I was so glad Wayne called me about Lana’s death.   I learned  much from her and am so grateful to her.  She was in my English class and a library assistant the first year I taught, and she was one of those people who make life bearable for beginning teachers.  She was helpful and kind; she had a wide smile and a genuine love for the world and her fellowman.

Ouida Stokes was the school’s music teacher, and we decided we’d like to host a wedding shower for Lana when she married shortly after graduation;  Lana was pleased.

Shortly after graduation, Lana’s grandmother came by my house to tell me that there would be a wedding shower at her house and if Mrs. Stokes and I wanted to help, we were welcome. She did not speak English very well, but we managed to communicate, and the next day Ouida and I went out to the Woods’ home to make plans.

What Ouida and I had in mind was a typical “white” shower with dainty cakes, mints and punch as refreshments.  It didn’t take long to discover that the Indian idea of a bridal shower and ours were poles apart.  We suggested fancy sandwiches; they mentioned butchering a calf.  We talked about a punch bowl; they planned cases of soda pop and freezers of ice cream.  Finally we decided what portion of the shower we’d be responsible for and let them do the rest their way.

The result wasn’t elegant, but it was happy and warm with loving support offered the bridal pair from friends and relatives of all ages—from octogenarians to babes in arms.

Seating a housefull was simplicity itself.  They put wooden planks on stacked cement blocks, riser fashion.  Covered with colorful quilts and blanks, the risers seated more than 50 in a room I’d have sworn wouldn’t hold 25.

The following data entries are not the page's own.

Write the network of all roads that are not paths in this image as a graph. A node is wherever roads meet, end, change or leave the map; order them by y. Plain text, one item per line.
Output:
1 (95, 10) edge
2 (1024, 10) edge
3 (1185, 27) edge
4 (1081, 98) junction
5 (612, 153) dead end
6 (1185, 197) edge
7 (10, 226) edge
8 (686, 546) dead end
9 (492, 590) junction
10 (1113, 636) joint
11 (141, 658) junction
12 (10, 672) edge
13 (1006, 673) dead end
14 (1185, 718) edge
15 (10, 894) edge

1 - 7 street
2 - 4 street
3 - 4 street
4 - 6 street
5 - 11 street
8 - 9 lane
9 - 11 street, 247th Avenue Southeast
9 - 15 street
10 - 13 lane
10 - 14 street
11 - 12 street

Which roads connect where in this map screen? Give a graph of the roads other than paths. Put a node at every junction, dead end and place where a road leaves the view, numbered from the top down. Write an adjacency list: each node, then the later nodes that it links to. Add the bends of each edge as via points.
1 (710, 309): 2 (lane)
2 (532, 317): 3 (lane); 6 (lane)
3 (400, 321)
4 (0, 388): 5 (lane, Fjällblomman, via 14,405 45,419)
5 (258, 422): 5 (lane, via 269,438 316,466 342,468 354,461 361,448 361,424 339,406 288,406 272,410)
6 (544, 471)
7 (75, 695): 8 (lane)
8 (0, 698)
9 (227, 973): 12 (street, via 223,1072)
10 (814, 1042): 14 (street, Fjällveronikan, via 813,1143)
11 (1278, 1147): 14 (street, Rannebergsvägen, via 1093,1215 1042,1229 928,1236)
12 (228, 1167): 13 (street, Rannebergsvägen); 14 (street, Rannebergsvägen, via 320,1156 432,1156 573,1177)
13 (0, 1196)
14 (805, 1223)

Thick roast beef sandwiches, made thicker by slices of onion and homemade pickles were served, along with tubs of cold pop and freezers of ice cream were self-serve.  The pastor of the church to which Lana and her family belonged gave a short speech in English about the privileges and responsibilities in establishing and maintaining a God-centered home.  

By unspoken agreement, the group began to sing hymns in Creek.  When one person decided a song had gone on long enough, he simply started another, his voice rising a little above the group. 

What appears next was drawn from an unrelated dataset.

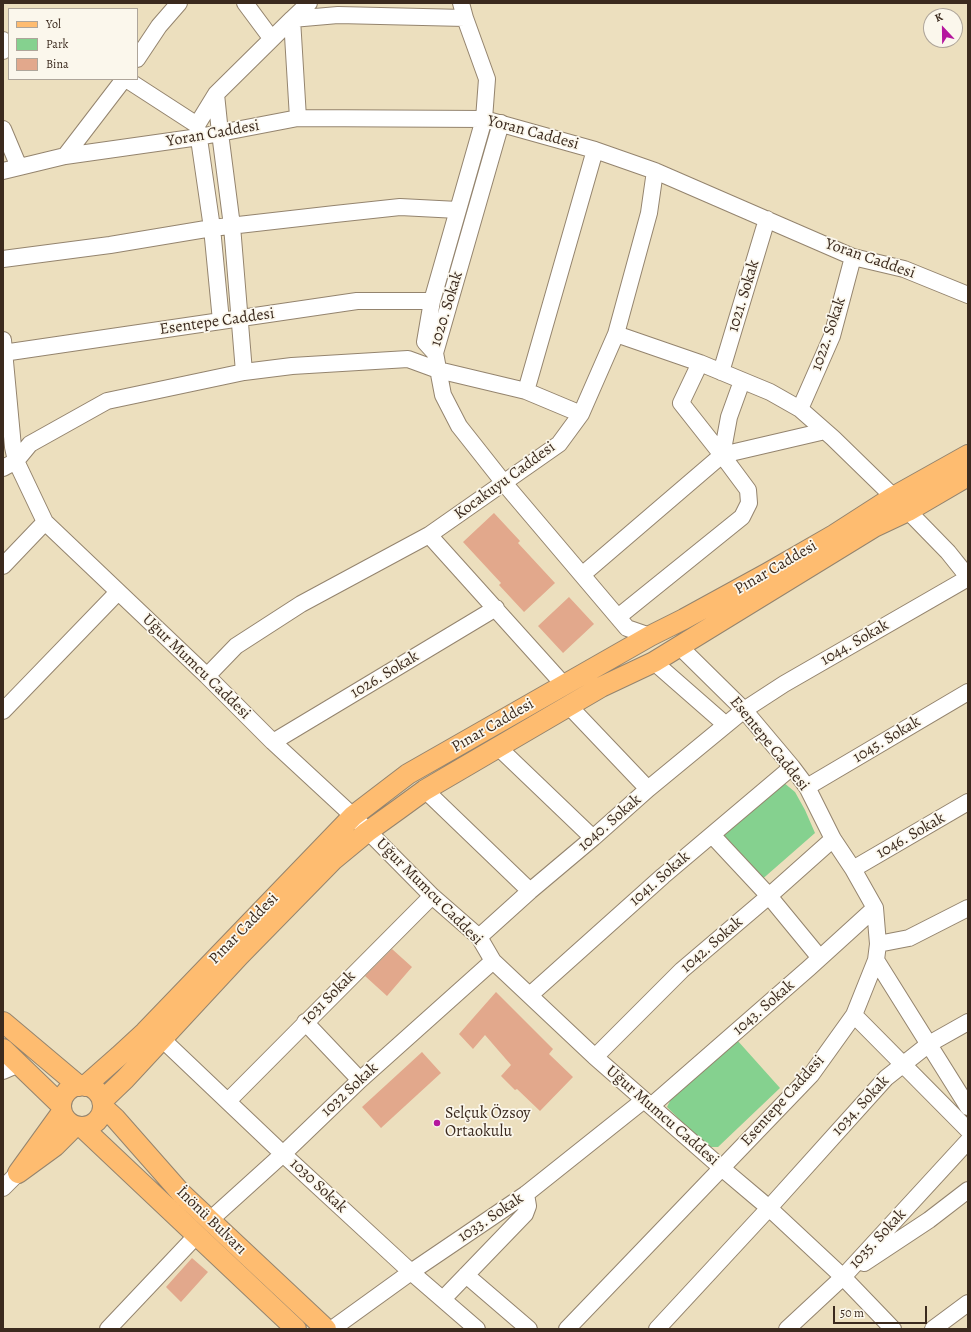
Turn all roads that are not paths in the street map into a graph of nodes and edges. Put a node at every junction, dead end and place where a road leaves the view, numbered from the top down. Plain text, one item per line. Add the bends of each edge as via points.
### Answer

There were no accompanying instruments, no hymnals, no leader, but I have never seen a group enjoy themselves more than they.  Lana and Ozzie were then “showered” with gifts. Many were handmade, and were things any couple could keep as heirlooms. 

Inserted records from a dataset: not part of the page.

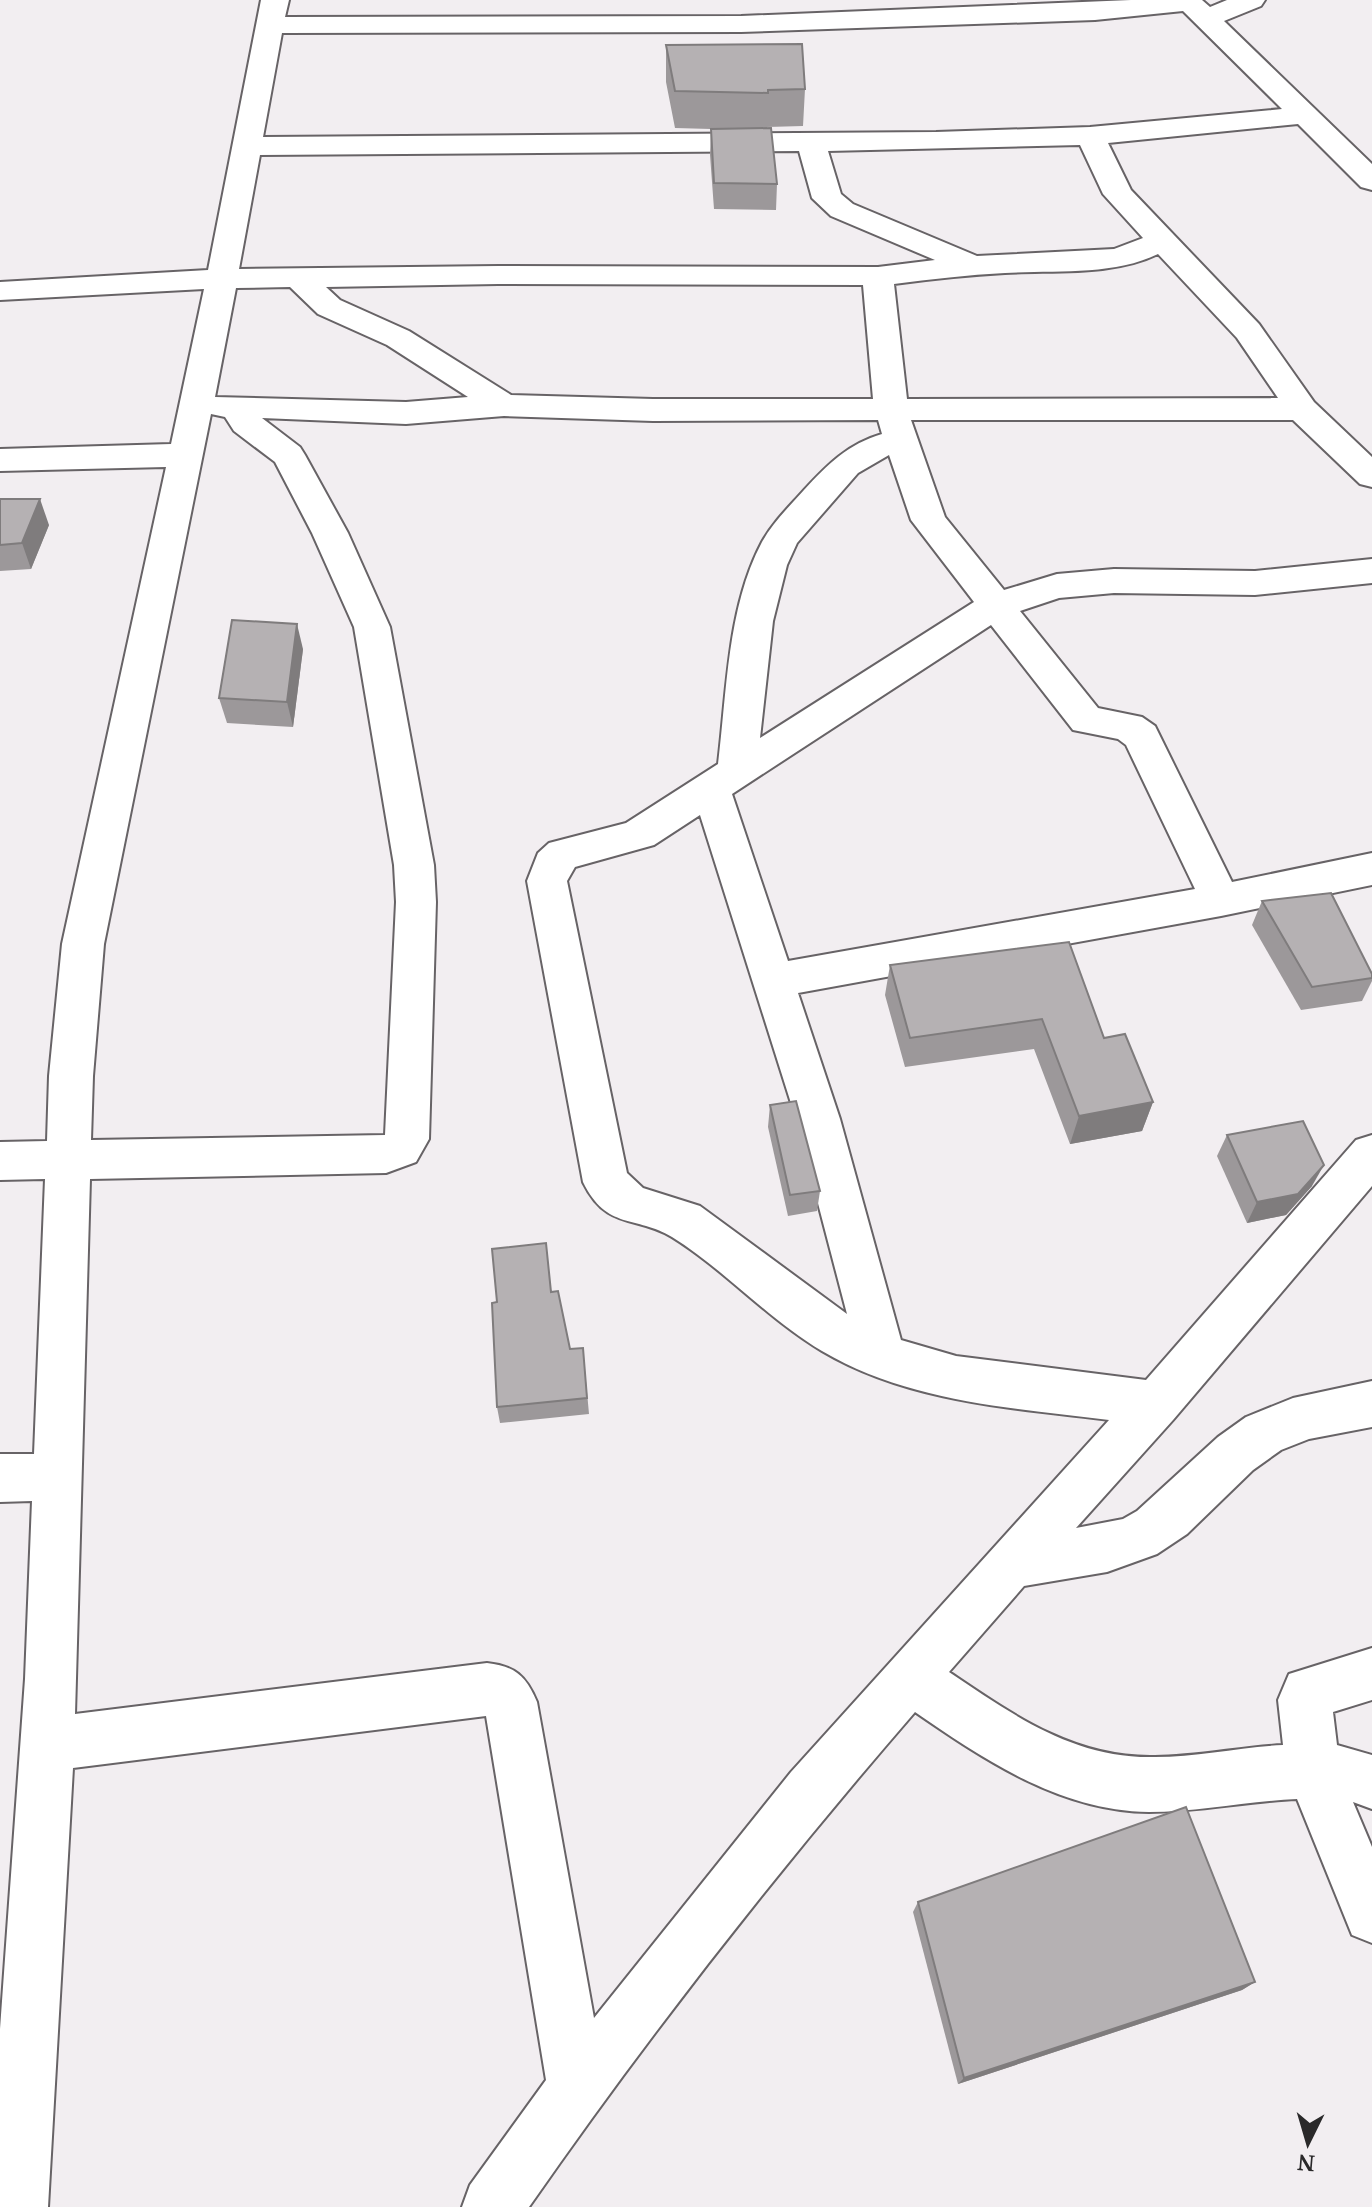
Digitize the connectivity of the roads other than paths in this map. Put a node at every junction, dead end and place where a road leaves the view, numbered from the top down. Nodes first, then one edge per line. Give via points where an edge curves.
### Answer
1 (1251, 0) edge
2 (1194, 7) edge
3 (274, 12) edge
4 (1305, 115) junction
5 (1090, 136) junction
6 (811, 142) junction
7 (248, 146) junction
8 (1372, 181) edge
9 (1162, 241) junction
10 (974, 265) junction
11 (878, 276) junction
12 (298, 278) junction
13 (222, 279) junction
14 (0, 291) edge
15 (215, 405) junction
16 (504, 405) junction
17 (1302, 409) junction
18 (897, 424) junction
19 (185, 455) junction
20 (0, 460) edge
21 (1367, 468) edge
22 (1372, 571) edge
23 (994, 606) junction
24 (724, 780) junction
25 (1372, 869) edge
26 (1221, 900) junction
27 (774, 980) junction
28 (1372, 1154) edge
29 (69, 1160) junction
30 (0, 1161) edge
31 (882, 1356) junction
32 (1156, 1404) junction
33 (1372, 1404) edge
34 (57, 1477) junction
35 (0, 1478) edge
36 (1008, 1566) junction
37 (1372, 1674) edge
38 (910, 1678) junction
39 (45, 1745) junction
40 (1313, 1771) junction
41 (1372, 1782) edge
42 (1372, 1915) edge
43 (577, 2087) junction
44 (18, 2207) edge
45 (492, 2207) edge

1 - 2 street
2 - 3 street via 741,24
2 - 4 street
3 - 7 street
4 - 5 street
4 - 8 street
5 - 6 street
5 - 9 street via 1118,194
6 - 7 street
6 - 10 street via 827,198 842,210
7 - 13 street
9 - 10 street via 1114,258
9 - 17 street via 1248,331
10 - 11 street
11 - 12 street
11 - 18 street
12 - 13 street
12 - 16 street via 329,307 398,338
13 - 14 street
13 - 15 street
15 - 16 street via 406,413
15 - 19 street
15 - 29 street via 288,455 372,627 414,865 407,1139 400,1149 386,1154
16 - 18 street
17 - 18 street
17 - 21 street
18 - 23 street via 929,520
18 - 24 street via 847,463 780,540 768,563
19 - 20 street
19 - 29 street via 83,944
22 - 23 street via 1255,583 1114,581 1057,586
23 - 24 street
23 - 26 street via 1086,720 1128,727 1141,736
24 - 27 street
24 - 31 street via 640,834 563,854 548,873 606,1182 628,1203 684,1220 838,1335
25 - 26 street
26 - 27 street
27 - 31 street
28 - 32 street
29 - 30 street
29 - 34 street
31 - 32 street via 956,1378
32 - 36 street
33 - 36 street via 1287,1424 1251,1441 1155,1528 1135,1539
34 - 35 street
34 - 39 street
36 - 38 street
37 - 40 street via 1308,1693
38 - 40 street via 1039,1760 1102,1779 1162,1785
38 - 43 street via 810,1791
39 - 43 street via 501,1691 510,1702
39 - 44 street
40 - 41 street via 1344,1772
40 - 42 street
43 - 45 street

When the party was over (much later than ‘white’ showers), Lana thanked us for our small part in the festivities and said, “I know this wasn’t the kind of shower you had in mind.”  We hugged her and said truthfully that we had never enjoyed a bridal shower more, and the Indian way had ours bested.

From that time forward, I looked at “the Indian way” in many areas, and 15 years later when Title IV money became available to grantwriters I was able to suggest research into ways in which the Indian culture differs from our own and to suggest writing down stories and customs that are in danger of changing.  The result was five books on “the Indian way.”

I attended Spring Church early in the work on the Seminole-Creek tribes.  After the morning service, a young white man approached us and said “We’d like you to have lunch with us.”  As he talked I recognized a former Byng student, Ozie Stone.  In the camp house where we went for lunch we met Lana again.  She was a poised mature young woman, very proud of three children and of her husband who, she said, ‘knows more about Indian ways than I do.’

Like Wayne Joplin, I am so glad I had the privilege of knowing Lana.  She gave me insight in a culture different from my own, and she was responsible for enriching the life of everyone with whom she came into contact.